Exercise prompt:
Output every record exactly, and nothing more.

Supplied entries:

⟨

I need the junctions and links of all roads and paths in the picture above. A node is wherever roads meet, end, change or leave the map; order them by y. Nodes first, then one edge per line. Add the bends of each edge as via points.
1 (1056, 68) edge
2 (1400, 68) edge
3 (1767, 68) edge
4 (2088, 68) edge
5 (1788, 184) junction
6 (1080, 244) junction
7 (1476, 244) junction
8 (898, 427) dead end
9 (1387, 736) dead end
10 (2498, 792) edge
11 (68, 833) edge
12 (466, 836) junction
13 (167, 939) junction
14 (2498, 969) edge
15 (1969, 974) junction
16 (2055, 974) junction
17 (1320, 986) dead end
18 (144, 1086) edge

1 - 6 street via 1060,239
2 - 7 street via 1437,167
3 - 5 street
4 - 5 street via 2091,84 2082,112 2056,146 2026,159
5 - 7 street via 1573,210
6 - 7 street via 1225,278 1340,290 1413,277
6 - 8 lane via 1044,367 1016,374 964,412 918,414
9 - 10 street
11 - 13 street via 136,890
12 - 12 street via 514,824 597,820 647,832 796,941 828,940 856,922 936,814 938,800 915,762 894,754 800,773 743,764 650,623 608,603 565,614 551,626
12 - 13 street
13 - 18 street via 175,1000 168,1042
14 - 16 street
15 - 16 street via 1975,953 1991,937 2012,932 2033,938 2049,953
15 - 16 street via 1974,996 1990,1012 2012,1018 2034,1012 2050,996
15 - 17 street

⟩

The completed task:
I need the junctions and links of all roads and paths in the picture above. A node is wherever roads meet, end, change or leave the map; order them by y. Nodes first, then one edge per line. Add the bends of each edge as via points.
1 (1056, 68) edge
2 (1400, 68) edge
3 (1767, 68) edge
4 (2088, 68) edge
5 (1788, 184) junction
6 (1080, 244) junction
7 (1476, 244) junction
8 (898, 427) dead end
9 (1387, 736) dead end
10 (2498, 792) edge
11 (68, 833) edge
12 (466, 836) junction
13 (167, 939) junction
14 (2498, 969) edge
15 (1969, 974) junction
16 (2055, 974) junction
17 (1320, 986) dead end
18 (144, 1086) edge

1 - 6 street via 1060,239
2 - 7 street via 1437,167
3 - 5 street
4 - 5 street via 2091,84 2082,112 2056,146 2026,159
5 - 7 street via 1573,210
6 - 7 street via 1225,278 1340,290 1413,277
6 - 8 lane via 1044,367 1016,374 964,412 918,414
9 - 10 street
11 - 13 street via 136,890
12 - 12 street via 514,824 597,820 647,832 796,941 828,940 856,922 936,814 938,800 915,762 894,754 800,773 743,764 650,623 608,603 565,614 551,626
12 - 13 street
13 - 18 street via 175,1000 168,1042
14 - 16 street
15 - 16 street via 1975,953 1991,937 2012,932 2033,938 2049,953
15 - 16 street via 1974,996 1990,1012 2012,1018 2034,1012 2050,996
15 - 17 street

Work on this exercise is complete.